▶ Task description
Find the lines in the records below that contain "node", and report each of them.

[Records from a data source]
┄┄┄┄┄┄
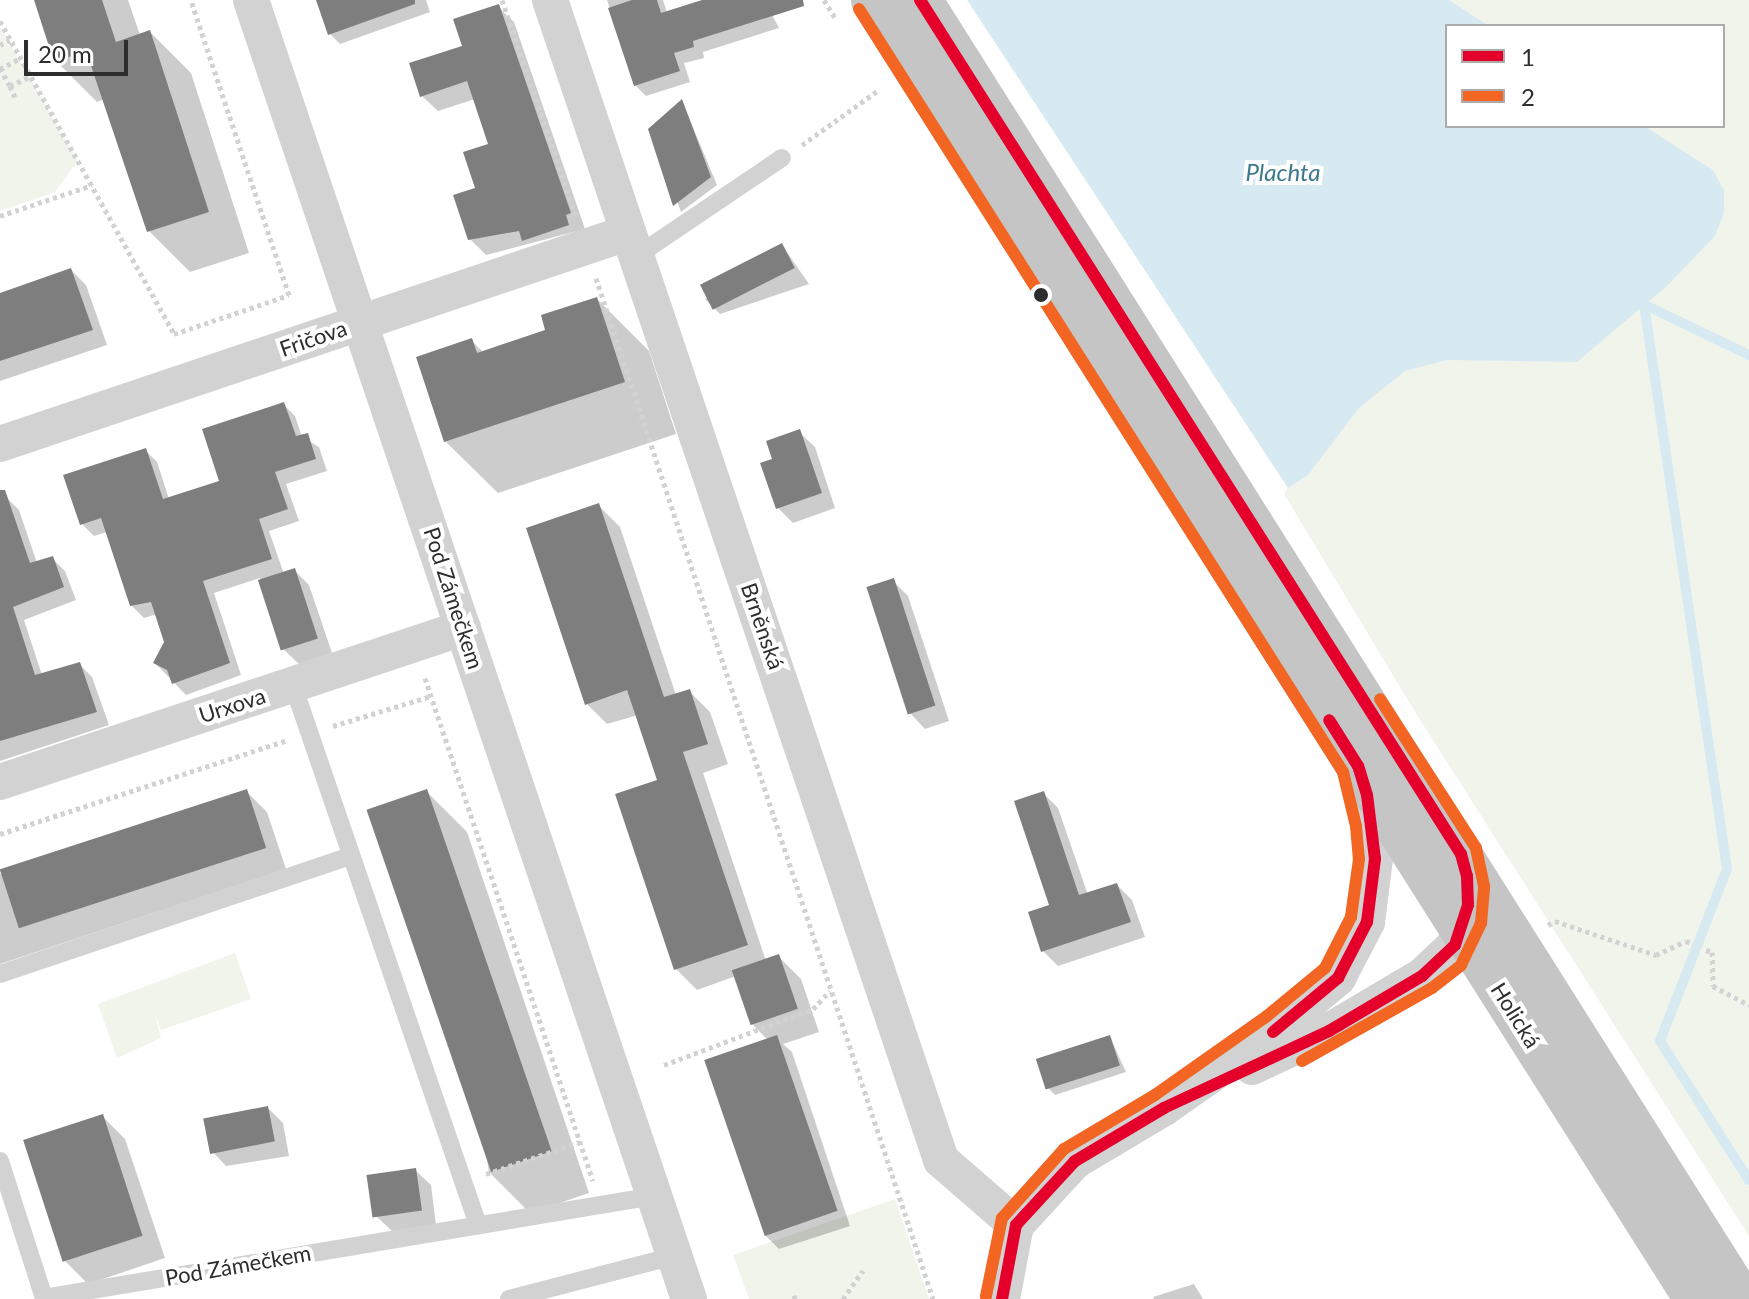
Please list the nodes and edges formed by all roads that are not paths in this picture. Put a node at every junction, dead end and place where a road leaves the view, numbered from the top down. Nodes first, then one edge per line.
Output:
1 (251, 0) edge
2 (550, 0) edge
3 (920, 0) edge
4 (857, 13) edge
5 (782, 158) road end
6 (631, 245) junction
7 (362, 321) junction
8 (0, 444) edge
9 (463, 628) junction
10 (293, 685) junction
11 (1358, 766) junction
12 (0, 782) edge
13 (1461, 854) junction
14 (350, 856) junction
15 (1462, 929) junction
16 (0, 974) edge
17 (1422, 976) junction
18 (1503, 994) junction
19 (1164, 1108) junction
20 (0, 1161) edge
21 (654, 1196) junction
22 (478, 1225) junction
23 (1016, 1225) junction
24 (674, 1256) junction
25 (509, 1299) edge
26 (689, 1299) edge
27 (1002, 1299) edge
28 (1696, 1299) edge
29 (1741, 1299) edge

1 - 7 street, Pod Zámečkem
2 - 6 street, Brněnská
3 - 13 main road, Holická
4 - 11 main road, Holická
5 - 6 lane
6 - 7 street, Fričova
6 - 23 street, Brněnská
7 - 8 street, Fričova
7 - 9 street, Pod Zámečkem
9 - 10 street, Urxova
9 - 21 street, Pod Zámečkem
10 - 12 street, Urxova
10 - 14 lane
11 - 15 main road, Holická
11 - 19 street
13 - 15 street
13 - 29 main road, Holická
14 - 16 lane
14 - 22 lane
15 - 17 street
15 - 18 main road, Holická
17 - 18 street
17 - 19 street
18 - 28 main road, Holická
19 - 23 street
20 - 22 lane, Pod Zámečkem
21 - 22 lane, Pod Zámečkem
21 - 24 street, Pod Zámečkem
23 - 27 street
24 - 25 lane
24 - 26 street, Pod Zámečkem

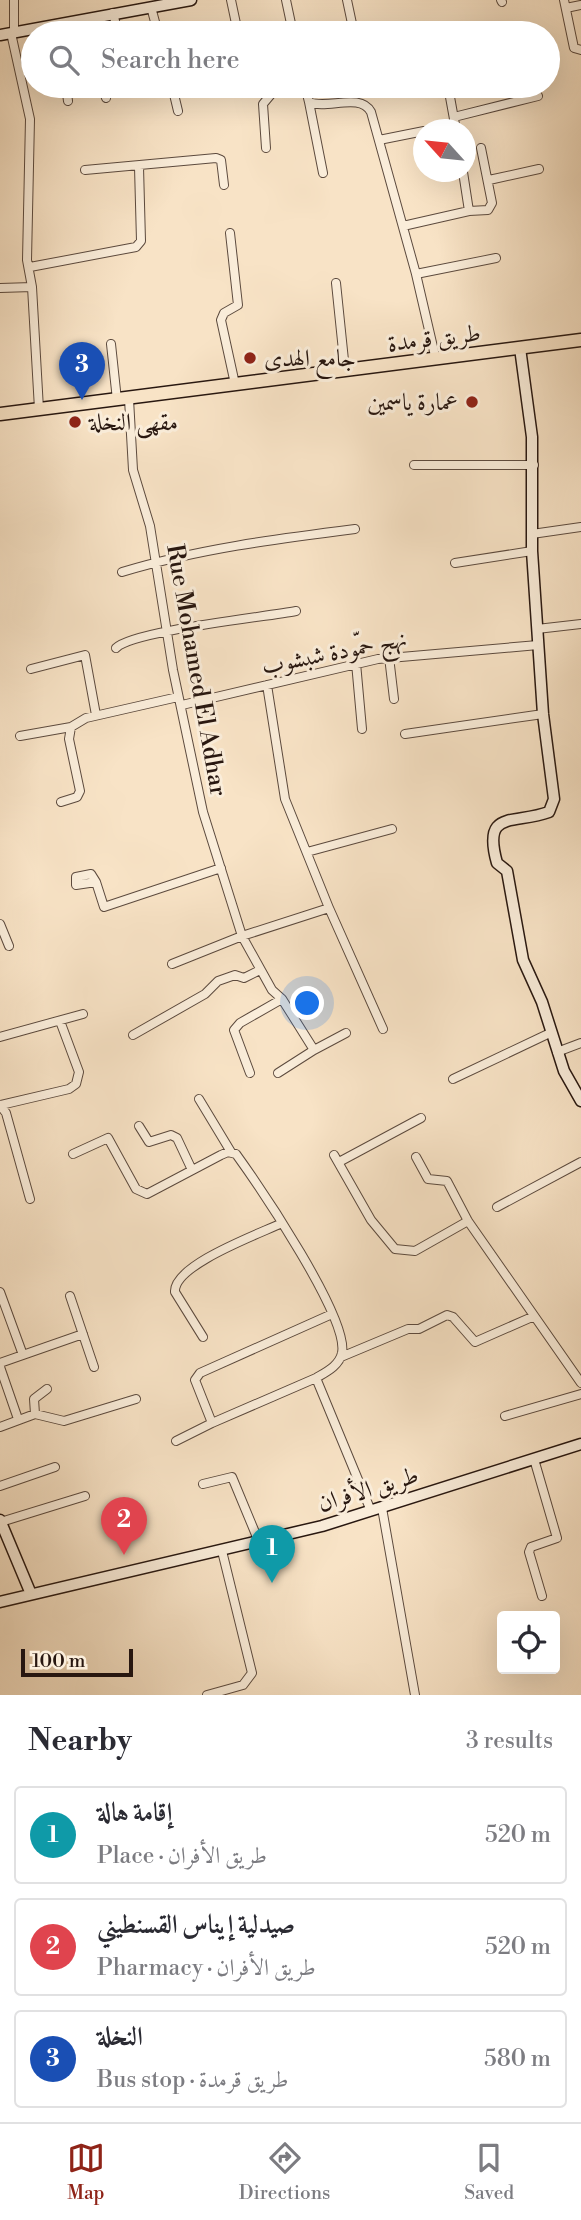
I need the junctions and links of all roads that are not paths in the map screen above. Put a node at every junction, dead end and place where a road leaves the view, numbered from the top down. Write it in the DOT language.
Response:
┄┄┄┄┄┄
▶ Exercise response
Please list the nodes and edges formed by all roads that are not paths in this picture. Put a node at every junction, dead end and place where a road leaves the view, numbered from the top down. Nodes first, then one edge per line.
I need the junctions and links of all roads that are not paths in the map screen above. Put a node at every junction, dead end and place where a road leaves the view, numbered from the top down. Write it in the DOT language.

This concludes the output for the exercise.